Taking a break after the battle, the Witcher’s body is able to counteract the potion. After 15 rounds (1 and a half minutes), the Witcher is now only sickened. In another 20 rounds (2 minutes) the Witcher shakes the sickened condition and returns to normal. In yet another 20 rounds (2 more minutes), the Witcher completely heals his entire Toxicity damage.
Making a potion is a relatively simple process, requiring just a few minutes of work. The difficult part is either researching or finding the appropriate formula and materials. Creating a potion formula will follow the same rules for Crafting Items that you’re used to but throughout the world are alchemists that have already made formulas which you can use to create potions. If you already have a formula, you need only have the raw materials to make a potion since actually creating it takes only a few minutes.
The base potion Caster Level determines the cost of components (and time required) to create the potion. Otherwise the duration and level-dependent benefits of the potion are calculated based on the Caster Level when created or refilled.
Unlike standard Pathfinder potion creation, there is no cap on the base spell level of a potion.
Quick and Dirty Breakdown
- COST: caster level (minimum of 3) x spell level x 25 = cost of refillable potion
- USES: caster level of potion divided by 3 (rounded down) = how many uses before you have to refill it
- DC: Creating a potion requires a Craft (Alchemy) check of 10 + Caster Level. Creation a Decotion requires a Craft (Alchemy) check of 10 + Caster Level + 5 per each additional effect after the first.
Refilling potions can be done with an alcohol called Alcoholest. Alcoholest is typically made by the bottle and contains about 12 ounces per bottle. Each Potion request one ounce of Alcoholest to refill per Caster Level.
Alcoholest is relatively easy to make, requiring a few mundane materials and a bottle of relatively strong alcohol (50 proof or higher). The mundane supplies can be purchased from most herbalists or scavenged from almost any terrain with a DC 5 Survival check and about an hour of work. Every 5 points over the base difficulty on the Witcher’s Survival check provides enough herbs to craft an additional bottle.
It is possible to upgrade potions to more potent (but similar) effects. To do so, calculate the difference in price between the upgraded and base potion and use this value to determine the material cost and time required to upgrade the potion.
Potions typically have “doses” which determine how many times the potion can be used before it needs to be refilled. The typical potion has a number of doses equal to its (Caster Level / 3, rounded down, minimum 1, maximum 6 at level 18) but exceptions to this rule exist.

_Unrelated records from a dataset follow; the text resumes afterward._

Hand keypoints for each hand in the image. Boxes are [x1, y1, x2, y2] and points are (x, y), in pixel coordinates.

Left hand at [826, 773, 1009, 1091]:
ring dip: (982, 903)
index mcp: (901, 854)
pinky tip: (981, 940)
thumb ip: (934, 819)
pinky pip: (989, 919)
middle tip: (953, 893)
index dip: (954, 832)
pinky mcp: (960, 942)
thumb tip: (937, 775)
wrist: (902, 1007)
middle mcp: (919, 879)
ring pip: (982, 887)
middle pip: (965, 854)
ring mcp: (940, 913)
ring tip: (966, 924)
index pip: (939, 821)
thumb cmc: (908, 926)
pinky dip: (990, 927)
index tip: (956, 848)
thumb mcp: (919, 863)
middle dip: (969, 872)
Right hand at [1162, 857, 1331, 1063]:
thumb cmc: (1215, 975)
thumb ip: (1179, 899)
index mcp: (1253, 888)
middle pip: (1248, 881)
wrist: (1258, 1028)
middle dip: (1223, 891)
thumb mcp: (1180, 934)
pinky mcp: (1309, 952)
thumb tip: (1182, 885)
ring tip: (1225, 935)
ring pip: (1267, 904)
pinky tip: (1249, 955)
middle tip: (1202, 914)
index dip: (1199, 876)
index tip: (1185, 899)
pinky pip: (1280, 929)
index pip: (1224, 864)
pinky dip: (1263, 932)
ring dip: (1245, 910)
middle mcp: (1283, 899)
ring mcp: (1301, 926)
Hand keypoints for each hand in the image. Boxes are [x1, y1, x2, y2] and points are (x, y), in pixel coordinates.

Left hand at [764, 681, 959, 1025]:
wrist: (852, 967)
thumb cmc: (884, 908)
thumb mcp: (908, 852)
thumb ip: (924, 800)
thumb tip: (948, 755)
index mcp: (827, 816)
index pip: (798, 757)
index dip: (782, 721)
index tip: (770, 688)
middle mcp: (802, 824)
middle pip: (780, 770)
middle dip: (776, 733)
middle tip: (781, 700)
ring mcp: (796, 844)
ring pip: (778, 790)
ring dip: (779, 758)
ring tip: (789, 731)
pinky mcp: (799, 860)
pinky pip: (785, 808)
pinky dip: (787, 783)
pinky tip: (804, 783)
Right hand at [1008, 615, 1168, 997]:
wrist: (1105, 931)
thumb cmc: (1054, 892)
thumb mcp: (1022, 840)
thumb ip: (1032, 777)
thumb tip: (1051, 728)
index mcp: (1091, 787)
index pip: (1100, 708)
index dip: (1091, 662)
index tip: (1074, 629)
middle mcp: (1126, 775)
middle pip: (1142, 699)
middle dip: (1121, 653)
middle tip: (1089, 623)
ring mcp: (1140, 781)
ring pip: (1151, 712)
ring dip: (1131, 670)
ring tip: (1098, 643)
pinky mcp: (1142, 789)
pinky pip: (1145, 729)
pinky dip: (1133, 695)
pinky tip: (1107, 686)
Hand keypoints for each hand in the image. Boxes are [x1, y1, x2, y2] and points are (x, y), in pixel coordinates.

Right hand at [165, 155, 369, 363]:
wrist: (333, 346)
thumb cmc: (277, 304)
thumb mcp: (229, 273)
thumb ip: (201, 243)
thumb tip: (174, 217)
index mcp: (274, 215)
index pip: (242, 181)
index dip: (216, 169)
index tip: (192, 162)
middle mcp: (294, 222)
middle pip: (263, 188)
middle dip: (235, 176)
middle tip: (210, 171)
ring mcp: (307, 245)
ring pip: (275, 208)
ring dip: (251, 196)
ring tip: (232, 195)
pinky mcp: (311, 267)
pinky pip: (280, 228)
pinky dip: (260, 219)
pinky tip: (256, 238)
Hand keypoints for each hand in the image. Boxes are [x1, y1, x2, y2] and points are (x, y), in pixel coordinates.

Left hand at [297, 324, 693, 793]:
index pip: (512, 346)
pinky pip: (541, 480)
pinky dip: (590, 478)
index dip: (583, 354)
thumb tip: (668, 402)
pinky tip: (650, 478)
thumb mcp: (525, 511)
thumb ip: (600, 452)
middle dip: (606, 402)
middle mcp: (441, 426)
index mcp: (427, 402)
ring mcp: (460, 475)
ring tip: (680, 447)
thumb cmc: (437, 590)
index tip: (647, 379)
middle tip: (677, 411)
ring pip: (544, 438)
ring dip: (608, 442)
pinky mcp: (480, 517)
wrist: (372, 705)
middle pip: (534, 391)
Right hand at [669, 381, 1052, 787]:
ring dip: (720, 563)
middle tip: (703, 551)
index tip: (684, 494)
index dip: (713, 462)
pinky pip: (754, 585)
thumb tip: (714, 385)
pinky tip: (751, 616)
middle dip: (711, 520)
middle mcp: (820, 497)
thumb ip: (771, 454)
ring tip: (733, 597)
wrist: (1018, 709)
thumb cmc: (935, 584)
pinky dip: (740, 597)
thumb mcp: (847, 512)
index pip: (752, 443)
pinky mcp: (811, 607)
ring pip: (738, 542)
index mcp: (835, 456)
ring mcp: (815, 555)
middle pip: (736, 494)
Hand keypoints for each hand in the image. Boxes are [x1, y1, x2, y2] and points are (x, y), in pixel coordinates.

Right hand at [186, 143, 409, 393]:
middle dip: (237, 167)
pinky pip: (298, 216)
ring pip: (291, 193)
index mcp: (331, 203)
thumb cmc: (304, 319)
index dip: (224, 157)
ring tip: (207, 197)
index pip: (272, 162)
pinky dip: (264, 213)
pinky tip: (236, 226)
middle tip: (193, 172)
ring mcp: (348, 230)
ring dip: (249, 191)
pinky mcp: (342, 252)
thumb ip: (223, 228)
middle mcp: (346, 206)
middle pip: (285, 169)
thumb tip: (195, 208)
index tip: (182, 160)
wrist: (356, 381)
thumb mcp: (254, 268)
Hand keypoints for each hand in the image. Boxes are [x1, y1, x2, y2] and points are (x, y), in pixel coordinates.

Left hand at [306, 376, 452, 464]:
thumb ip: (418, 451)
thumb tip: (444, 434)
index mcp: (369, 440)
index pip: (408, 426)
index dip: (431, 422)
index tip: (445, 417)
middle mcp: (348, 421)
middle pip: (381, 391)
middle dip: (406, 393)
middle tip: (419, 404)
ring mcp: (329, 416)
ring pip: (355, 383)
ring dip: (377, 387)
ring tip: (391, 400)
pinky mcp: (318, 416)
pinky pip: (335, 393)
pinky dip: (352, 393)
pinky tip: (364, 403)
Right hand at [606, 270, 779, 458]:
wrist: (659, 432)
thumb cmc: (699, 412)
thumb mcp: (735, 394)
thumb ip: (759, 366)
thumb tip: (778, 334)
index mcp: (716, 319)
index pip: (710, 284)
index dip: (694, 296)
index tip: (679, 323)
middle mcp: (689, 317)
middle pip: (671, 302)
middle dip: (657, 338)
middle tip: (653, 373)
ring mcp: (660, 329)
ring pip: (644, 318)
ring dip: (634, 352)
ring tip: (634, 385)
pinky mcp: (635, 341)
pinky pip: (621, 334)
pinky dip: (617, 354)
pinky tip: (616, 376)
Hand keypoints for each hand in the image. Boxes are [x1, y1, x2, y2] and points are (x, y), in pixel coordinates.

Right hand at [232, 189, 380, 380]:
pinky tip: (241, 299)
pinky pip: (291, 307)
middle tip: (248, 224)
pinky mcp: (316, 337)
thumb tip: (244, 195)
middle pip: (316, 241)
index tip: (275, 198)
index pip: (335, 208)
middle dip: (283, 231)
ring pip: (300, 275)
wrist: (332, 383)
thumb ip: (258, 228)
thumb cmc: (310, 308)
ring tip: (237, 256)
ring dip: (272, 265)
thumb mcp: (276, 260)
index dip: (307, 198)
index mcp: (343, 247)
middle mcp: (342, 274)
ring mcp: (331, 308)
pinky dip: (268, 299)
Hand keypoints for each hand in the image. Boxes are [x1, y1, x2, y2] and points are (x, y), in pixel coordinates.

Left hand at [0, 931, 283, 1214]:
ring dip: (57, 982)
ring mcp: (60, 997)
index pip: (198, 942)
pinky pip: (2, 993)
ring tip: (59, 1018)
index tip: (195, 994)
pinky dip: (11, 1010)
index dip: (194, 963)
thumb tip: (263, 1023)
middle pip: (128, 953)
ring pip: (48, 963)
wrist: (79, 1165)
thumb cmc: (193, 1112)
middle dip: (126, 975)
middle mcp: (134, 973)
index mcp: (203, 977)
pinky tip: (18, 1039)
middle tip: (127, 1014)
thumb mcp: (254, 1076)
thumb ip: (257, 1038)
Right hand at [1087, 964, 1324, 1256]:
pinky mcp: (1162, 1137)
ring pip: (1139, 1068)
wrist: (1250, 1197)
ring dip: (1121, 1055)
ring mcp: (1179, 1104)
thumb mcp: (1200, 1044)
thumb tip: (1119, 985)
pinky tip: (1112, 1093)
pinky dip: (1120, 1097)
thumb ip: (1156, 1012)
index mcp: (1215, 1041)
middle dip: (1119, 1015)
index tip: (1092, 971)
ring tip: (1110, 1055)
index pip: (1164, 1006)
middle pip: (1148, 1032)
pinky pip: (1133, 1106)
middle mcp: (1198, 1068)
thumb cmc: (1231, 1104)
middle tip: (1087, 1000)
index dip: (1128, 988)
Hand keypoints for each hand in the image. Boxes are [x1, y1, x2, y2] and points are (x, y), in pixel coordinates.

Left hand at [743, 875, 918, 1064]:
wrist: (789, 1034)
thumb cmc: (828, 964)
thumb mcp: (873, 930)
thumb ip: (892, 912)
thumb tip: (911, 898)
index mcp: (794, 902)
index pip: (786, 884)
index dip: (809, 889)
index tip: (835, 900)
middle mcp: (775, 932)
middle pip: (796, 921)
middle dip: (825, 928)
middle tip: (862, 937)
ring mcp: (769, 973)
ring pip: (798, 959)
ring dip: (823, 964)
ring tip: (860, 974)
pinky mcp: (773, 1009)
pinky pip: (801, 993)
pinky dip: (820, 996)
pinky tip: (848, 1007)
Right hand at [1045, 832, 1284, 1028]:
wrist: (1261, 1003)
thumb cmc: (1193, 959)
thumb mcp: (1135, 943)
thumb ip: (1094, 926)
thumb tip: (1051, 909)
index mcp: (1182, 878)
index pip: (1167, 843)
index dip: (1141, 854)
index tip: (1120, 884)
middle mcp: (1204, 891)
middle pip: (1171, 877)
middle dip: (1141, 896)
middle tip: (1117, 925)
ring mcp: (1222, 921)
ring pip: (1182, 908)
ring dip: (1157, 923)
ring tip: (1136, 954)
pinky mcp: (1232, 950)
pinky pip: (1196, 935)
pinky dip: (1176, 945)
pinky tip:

Decotions are advanced potions that often have multiple effects instead of a single effect. The cost for making a Decotion is similar to that of creating a magic item. Calculate the cost for the multiple effects of the potion then multiply all but the largest value by 1.5 before adding them all together to determine the final market value. The Caster Level of a Decotion is equal to the highest required Caster Level of any individual effect. The duration is equal to the shortest duration of any of the combined effects.
Decotions also require an exotic component from a monster, called a Mutagen. Luckily almost every monster has a Mutagen that can be extracted from it. While difficult to obtain for the common folk, Witchers typically acquire plenty of them. The CR of the monster must be equal to or greater than the final Caster Level of the Decotion, or else it does not have enough power for the Witcher to draw forth to create the desired Decotion with. Unlike potions, Decotions can only be used once before they need to be refilled (regardless of the Caster Level). Refilling a Decotion uses the same rules as refilling Potions.